Pictures stay out; please output the remaining data exactly.

» **Extracted records**:
———
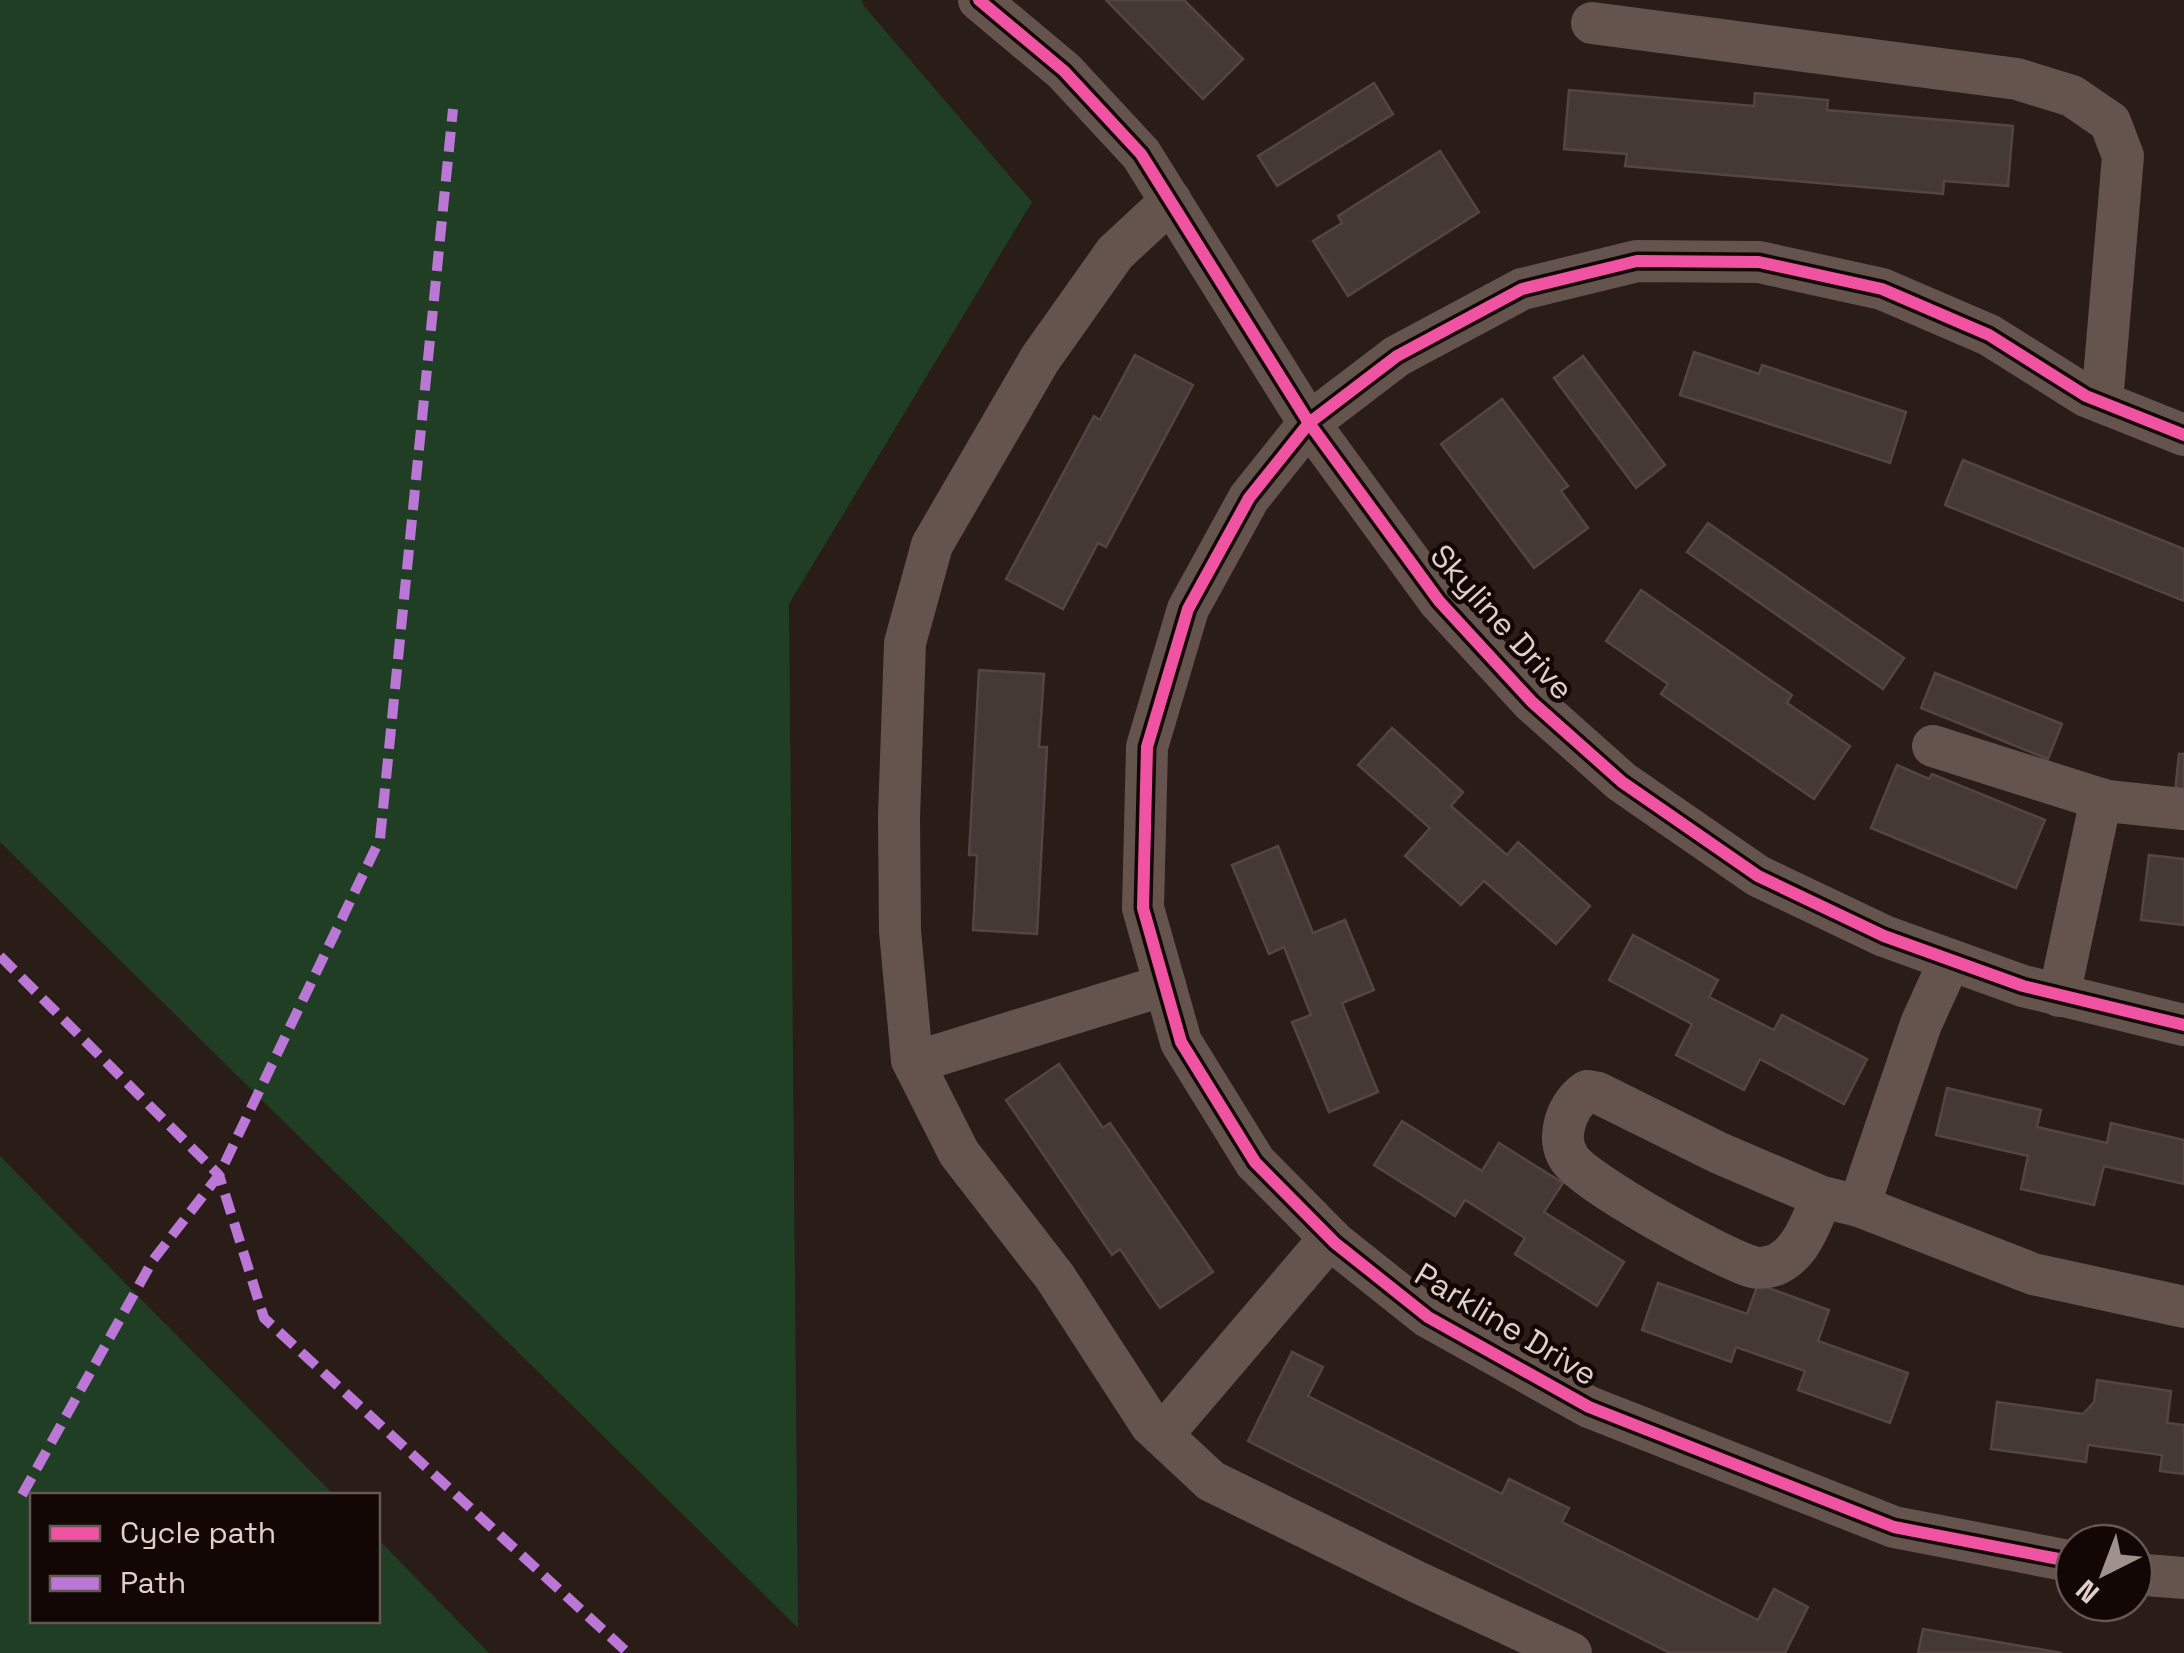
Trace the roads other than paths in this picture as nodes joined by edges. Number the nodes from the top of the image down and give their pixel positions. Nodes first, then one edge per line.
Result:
1 (980, 0) edge
2 (1592, 23) dead end
3 (1171, 201) junction
4 (2102, 402) junction
5 (1309, 423) junction
6 (2184, 435) edge
7 (1933, 746) dead end
8 (2100, 799) junction
9 (2184, 809) edge
10 (1950, 960) junction
11 (1165, 985) junction
12 (2060, 996) junction
13 (2184, 1026) edge
14 (912, 1060) junction
15 (1840, 1202) junction
16 (1330, 1238) junction
17 (2184, 1306) edge
18 (1162, 1435) junction
19 (2054, 1558) edge
20 (2154, 1576) edge
21 (2184, 1578) edge
22 (1570, 1653) edge

1 - 3 street, Skyline Drive
2 - 4 street
3 - 5 street, Skyline Drive
3 - 14 street
4 - 5 street, Parkline Drive
4 - 6 street, Parkline Drive
5 - 10 street, Skyline Drive
5 - 11 street, Parkline Drive
7 - 8 street
8 - 9 street
8 - 12 street
10 - 12 street, Skyline Drive
10 - 15 street
11 - 14 street
11 - 16 street, Parkline Drive
12 - 13 street, Skyline Drive
14 - 18 street
15 - 15 street
15 - 17 street
16 - 18 street
16 - 19 street, Parkline Drive
18 - 22 street
20 - 21 street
———
» **Written answer**:
Trace the roads other than paths in this picture as nodes joined by edges. Number the nodes from the top of the image down and give their pixel positions. Nodes first, then one edge per line.
Result:
1 (980, 0) edge
2 (1592, 23) dead end
3 (1171, 201) junction
4 (2102, 402) junction
5 (1309, 423) junction
6 (2184, 435) edge
7 (1933, 746) dead end
8 (2100, 799) junction
9 (2184, 809) edge
10 (1950, 960) junction
11 (1165, 985) junction
12 (2060, 996) junction
13 (2184, 1026) edge
14 (912, 1060) junction
15 (1840, 1202) junction
16 (1330, 1238) junction
17 (2184, 1306) edge
18 (1162, 1435) junction
19 (2054, 1558) edge
20 (2154, 1576) edge
21 (2184, 1578) edge
22 (1570, 1653) edge

1 - 3 street, Skyline Drive
2 - 4 street
3 - 5 street, Skyline Drive
3 - 14 street
4 - 5 street, Parkline Drive
4 - 6 street, Parkline Drive
5 - 10 street, Skyline Drive
5 - 11 street, Parkline Drive
7 - 8 street
8 - 9 street
8 - 12 street
10 - 12 street, Skyline Drive
10 - 15 street
11 - 14 street
11 - 16 street, Parkline Drive
12 - 13 street, Skyline Drive
14 - 18 street
15 - 15 street
15 - 17 street
16 - 18 street
16 - 19 street, Parkline Drive
18 - 22 street
20 - 21 street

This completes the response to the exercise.